You deciding to eat out is consuming time from the wait staff (who often tips out bussers and kitchen staff too). That time could have been spent serving another table that decides to tip.
You are literally taking money away from small business employees by continuing this behavior. You are punishing them for serving you a meal. How is that appropriate?
> tips exist because small businesses grossly underpay their workers.
Tipping culture exists as an excuse for service workers to not only be grossly underpaid, but also to be compensated unequally in ways that would violate nondiscrimination laws if employers did it directly.
There's nothing special about small business, it's not like big chain corporate table-service restaurants (or, say, massive gig economy firms) don't underpay just as badly as any small business.
We all understand that, but it's still negligent to not give a tip to workers, who you know depend on it. Until that industry somehow makes the shift away from tipping, people still need to survive.
> Until that industry somehow makes the shift away from tipping
Which it won't do as long as people are tipping, in fact, entirely new industries are being created with deliberate, engineered pressure to expand tipping culture into them.
There's a very good argument that if you are opposed to tipping culture, as well as taking every opportunity to oppose public policy which supports and accommodated it, you ought not participate in it, which only reinforces and perpetuates it.
Americans sometimes seem unaware that tipping culture isn't universal.
Until I visited the US I'd never tipped in my life.

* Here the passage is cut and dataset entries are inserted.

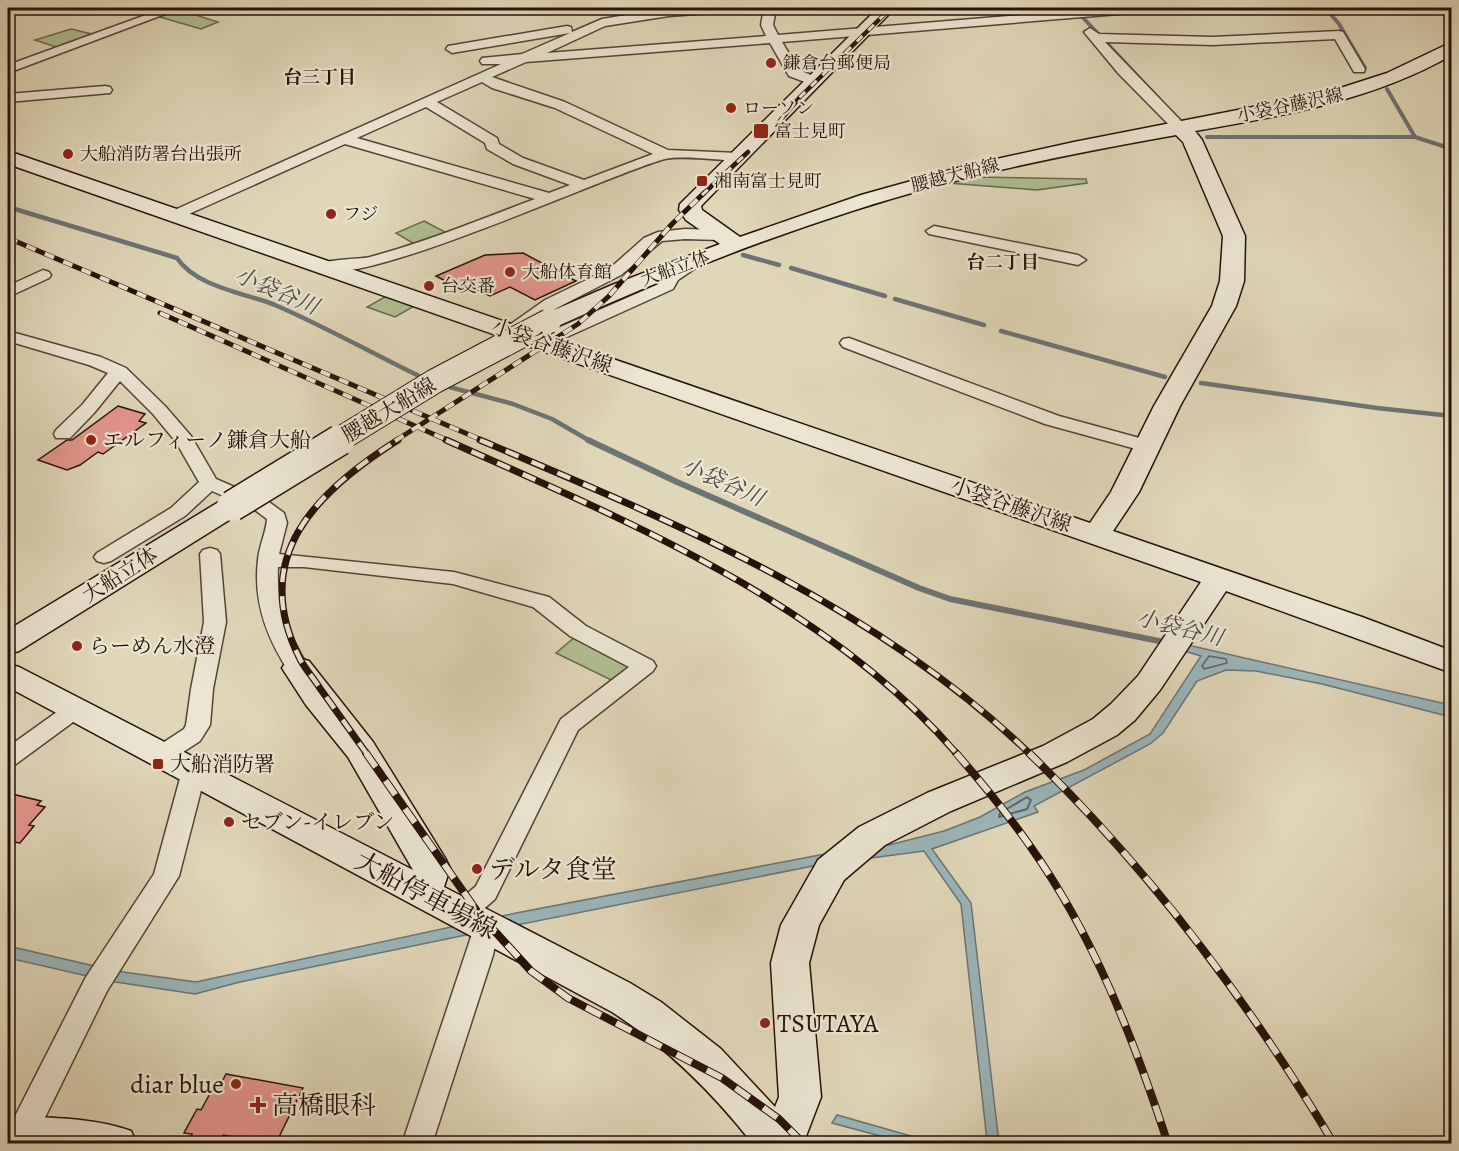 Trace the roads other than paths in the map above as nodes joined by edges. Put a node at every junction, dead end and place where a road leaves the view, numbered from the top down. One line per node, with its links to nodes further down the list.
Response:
1 (174, 8): 15 (street)
2 (724, 8): 7 (street)
3 (770, 8): 10 (street)
4 (887, 8): 8 (main road)
5 (1143, 8): 6 (street)
6 (1071, 10): 8 (street); 9 (street)
7 (589, 29): 12 (street); 13 (street)
8 (863, 32): 10 (street); 18 (main road)
9 (1095, 38): 16 (street); 22 (street)
10 (774, 39): 13 (street); 18 (street)
11 (1452, 47): 22 (main road, 小袋谷藤沢線)
12 (452, 49)
13 (522, 58): 14 (street); 17 (street)
14 (486, 61)
15 (8, 69)
16 (1359, 69)
17 (482, 77): 21 (street); 24 (street)
18 (813, 81): 26 (main road)
19 (105, 90): 20 (street)
20 (8, 98)
21 (427, 102): 23 (street); 27 (street)
22 (1180, 128): 31 (main road, 腰越大船線); 42 (main road, 小袋谷藤沢線)
23 (345, 139): 28 (street); 29 (street)
24 (665, 154): 26 (street); 27 (street)
25 (8, 157): 29 (main road, 小袋谷藤沢線)
26 (738, 157): 31 (main road)
27 (584, 185): 28 (street)
28 (549, 198): 33 (street)
29 (176, 215): 33 (main road, 小袋谷藤沢線)
30 (934, 231): 32 (street)
31 (729, 240): 36 (street); 37 (main road, 大船立体)
32 (1078, 260)
33 (325, 267): 36 (main road, 小袋谷藤沢線)
34 (44, 275): 35 (street)
35 (8, 292)
36 (510, 331): 37 (main road, 小袋谷藤沢線)
37 (545, 332): 44 (main road, 腰越大船線, bridge); 45 (main road, 小袋谷藤沢線)
38 (8, 336): 40 (street)
39 (849, 343): 42 (street)
40 (120, 372): 41 (street); 43 (street)
41 (63, 434)
42 (1147, 446): 45 (main road, 小袋谷藤沢線)
43 (209, 483): 47 (street); 48 (street)
44 (232, 506): 50 (main road, 大船立体)
45 (1096, 535): 49 (main road, 小袋谷藤沢線)
46 (210, 554): 55 (street)
47 (104, 557)
48 (268, 560): 52 (street); 59 (street)
49 (1219, 578): 51 (main road, 小袋谷藤沢線); 63 (main road)
50 (8, 644)
51 (1452, 663)
52 (298, 668): 58 (main road)
53 (8, 674): 54 (main road, 大船停車場線)
54 (76, 709): 55 (main road, 大船停車場線); 56 (street)
55 (163, 754): 57 (main road, 大船停車場線)
56 (8, 758)
57 (194, 771): 58 (main road, 大船停車場線); 60 (street)
58 (423, 894): 59 (main road, 大船停車場線)
59 (481, 926): 62 (street); 63 (main road, 大船停車場線)
60 (15, 1138): 61 (main road)
61 (116, 1143)
62 (417, 1143)
63 (780, 1143)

Tipping is a poor substitute for decent wages.
It's also very awkward. I remember going to a wedding with an open bar - drinks were free but then people were getting out cash anyway to tip the bartender even tho no payment was involved? It's very bizarre if you haven't grown up with it.

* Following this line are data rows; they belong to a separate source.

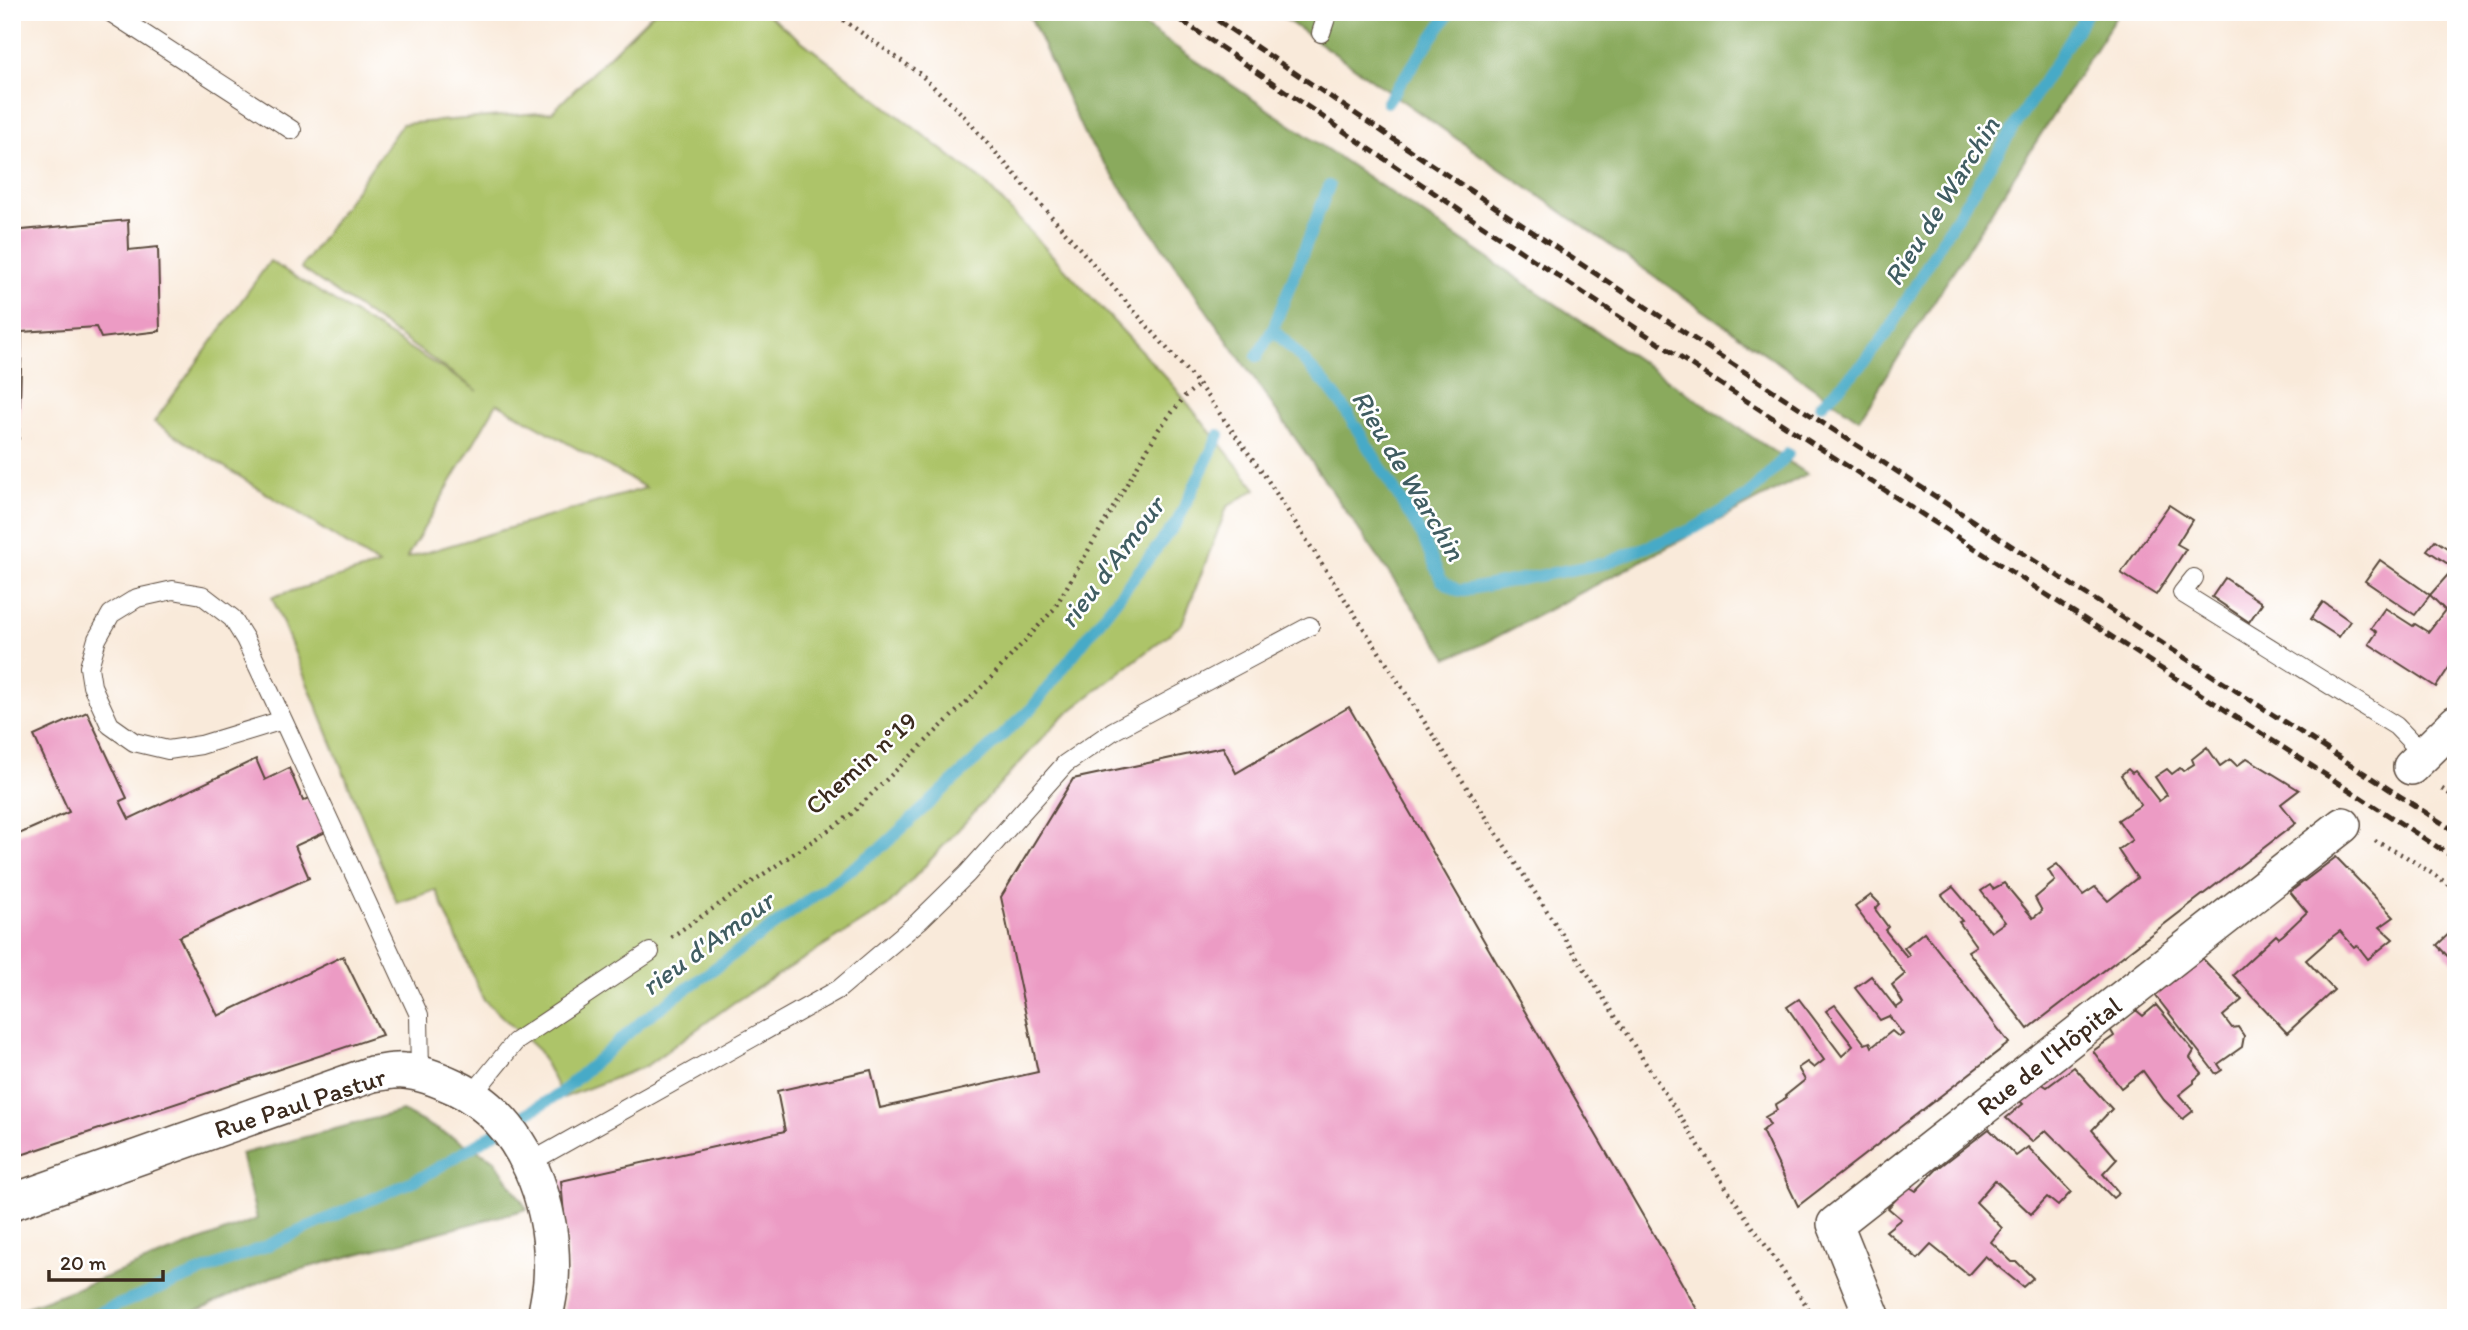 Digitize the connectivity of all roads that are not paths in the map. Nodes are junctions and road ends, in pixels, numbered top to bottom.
1 (110, 12) edge
2 (1328, 12) edge
3 (1321, 33) dead end
4 (292, 130) dead end
5 (2194, 578) dead end
6 (1310, 626) dead end
7 (283, 720) junction
8 (2456, 723) edge
9 (2417, 761) joint
10 (2343, 825) road end
11 (650, 952) road end
12 (419, 1074) junction
13 (472, 1095) junction
14 (528, 1163) junction
15 (12, 1202) edge
16 (545, 1318) edge
17 (1873, 1318) edge

1 - 4 lane
2 - 3 lane
5 - 9 lane
6 - 14 lane
7 - 7 lane
7 - 12 lane
8 - 9 street
10 - 17 street, Rue de l'Hôpital
11 - 13 lane
12 - 13 street, Rue Paul Pastur
12 - 15 street, Rue Paul Pastur
13 - 14 street, Rue Paul Pastur
14 - 16 street, Rue Paul Pastur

If the bar tender only handed you a beer bottle - sure, don't tip if you don't want to. Although you should, even if it's a single dollar (ie. proportional to what you are receiving).
But if you order some elaborate drink that takes time and skill to craft - you should tip as a way of saying "thanks for the effort". That was the original idea of tipping, after all - ensuring, measuring and providing direct feedback of service quality.
> I always wonder about non-customer-facing workers at small businesses.
In places that have mandated tip sharing, the same people tipping the customer-facing workers (and, again, this isn't "small-business" specific; chain restaurants are no different than independents here), in places that don't, no one does. Tipping culture is more industry-focussed than scale-of-business focussed.
I've tried to eat out more often, even leaving less or no tips in order to feel more incentivized to not eat at home.